The Ups and Downs of Ringr
The setup was stupidly easy. I was originally thinking of using a different service and work around with my iPad (I also debated taking my MacBook Pro on this trip, but I really didn’t want the extra weight, worse battery life, nor the greater difficulties using on the plane and only for the benefit of recording a podcast) but after hearing about a similar alternative (I’m coming to that) and doing a bit of research, I thought ringer was worth a try (and I could default back to my backup plan if it failed). Mike Rohde also found it very easy to use and I imagine it would be extremely easy for a non-tech-savvy guest to use as well, they don’t have to worry about recording their end of the audio, it gets done for them. So we get greater audio quality without any fears of sound dropping out and it’s easier for everyone.
However, the final audio mix that came through had my audio at a much lower volume. Luckily I had also recorded my audio separately on my iPhone with an external microphone just to be safe and that helped Eric with editing the audio (after all, it’s easier to cut someone out of a track and boost a single audio track then constantly edit the volume up and down in a single track.) Using the premium solution would have solved this but I was only on the 30-day trial.
I had initially heard of a different service sometime last year called Cast which lead me to investigate and eventually choose Ringr. However, I think it is worth mentioning both Cast and Zencastr as they have some features that may suit you better (Ultimately I think I may choose one of these alternative services).
Cast presents itself as an end to end podcast solution. It has tools to record, edit and publish a podcast (unlike Rringr which only lets you record) All of which is done online. Like Ringr you can have multiple guests (up to four) and you get separate audio tracks. ALSO, your audio is recorded in the cloud simultaneously, so if it crashes, you only lose a small cache of data and seconds of audio.
They offer two price plans of hobby (for $10 a month with 10 hours of recording and one RSS feed) and pro ( for $30 a month with 100 hours of recording and unlimited RSS feeds).

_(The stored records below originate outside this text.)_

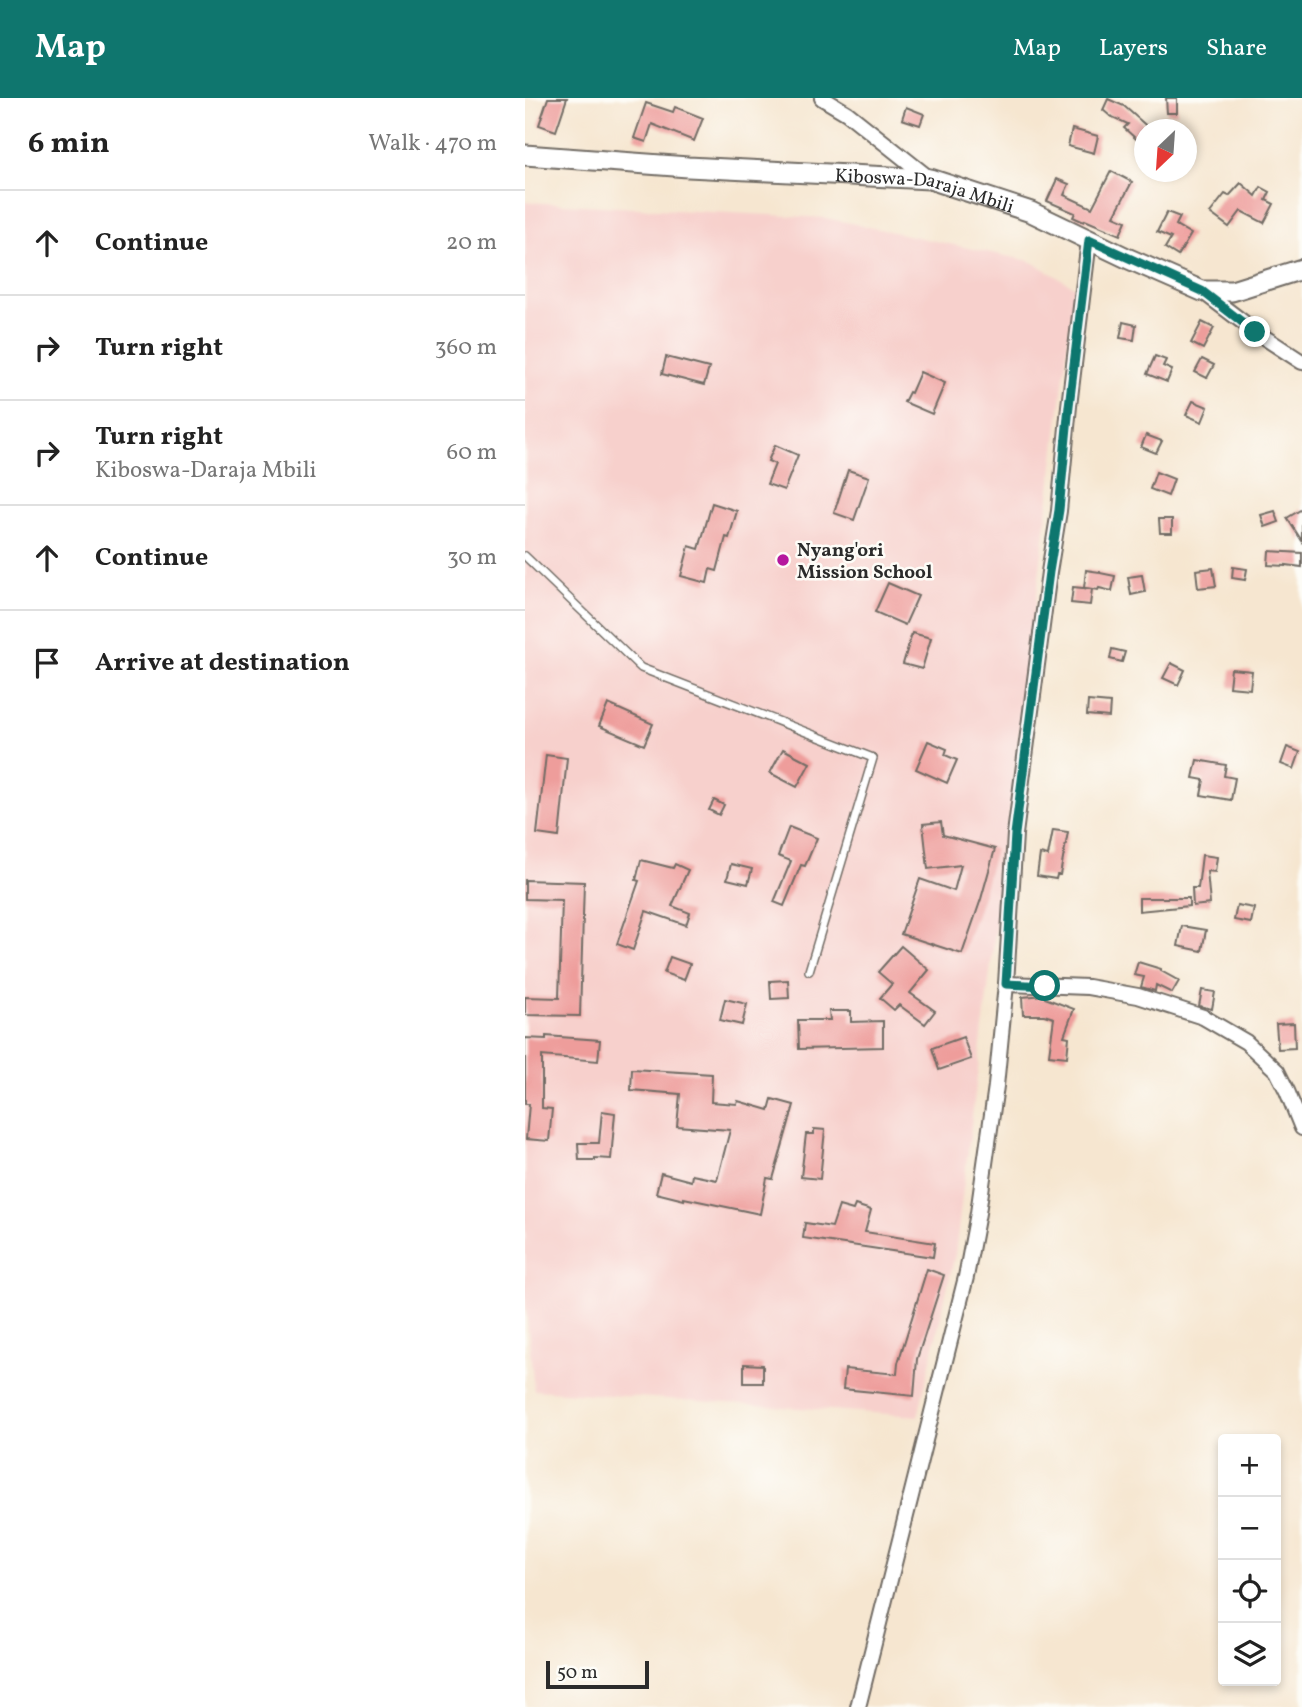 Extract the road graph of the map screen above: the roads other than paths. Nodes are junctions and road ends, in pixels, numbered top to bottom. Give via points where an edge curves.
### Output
1 (822, 98) edge
2 (848, 105) edge
3 (525, 155) edge
4 (930, 179) junction
5 (1089, 240) junction
6 (1302, 269) edge
7 (1202, 291) junction
8 (1302, 362) edge
9 (525, 556) edge
10 (809, 971) dead end
11 (1006, 984) junction
12 (1301, 1125) edge
13 (858, 1707) edge

1 - 2 street
2 - 4 street
3 - 4 main road, Kiboswa-Daraja Mbili
4 - 5 main road, Kiboswa-Daraja Mbili via 1031,212
5 - 7 main road, Kiboswa-Daraja Mbili
5 - 11 street via 1059,510 1015,834
6 - 7 main road, Kiboswa-Daraja Mbili via 1232,291
7 - 8 street
9 - 10 lane via 641,668 873,758
11 - 12 street via 1088,987 1138,996 1203,1017 1246,1042 1277,1071
11 - 13 street via 996,1086 966,1277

The big reason I didn’t use cast is that it is only available on Chrome for a desktop with currently no mobile apps. Apparently, they are working on adding mobile apps which would make it a very compelling solution personally.
Zencastr looks like the best budget option, but it also has some very compelling features as well. Zencastr’s free plan gives you 8 hours of recording a month with up to two guests. For someone who is doing a weekly podcast with a friend, that could well be perfect.
Zencastr offers some extra sound editing features for its paid plan ($20 a month) including automatic post-production audio enhancements and a live soundboard to use during the recordings. A really nice touch from Zencastr is that it will automatically save the finished audio to your Dropbox account (Google Drive coming soon) so you can then share the file with an editor or work on it from whatever device.
They have also promised a mobile app (huzzah) and have plans for a network plan that would add in some advertising features.
Which Is Best?
Looking at the feature sets, these different but similar services clearly cater for different people.
- use Ringr if you need a mobile app today!
- use cast if you want a solution that will also publish your podcasts
- use Zencastr if you want a cheap version OR you want a live soundboard.
Ringr really helped me simplify the audio recording element of the ChurchMag Podcast and do something simply for which I would otherwise have had to do some complicated workaround. I don’t think it’s the perfect solution for anyone but If you are interested in doing a distance recorded podcast, you really ought to check these three solutions out.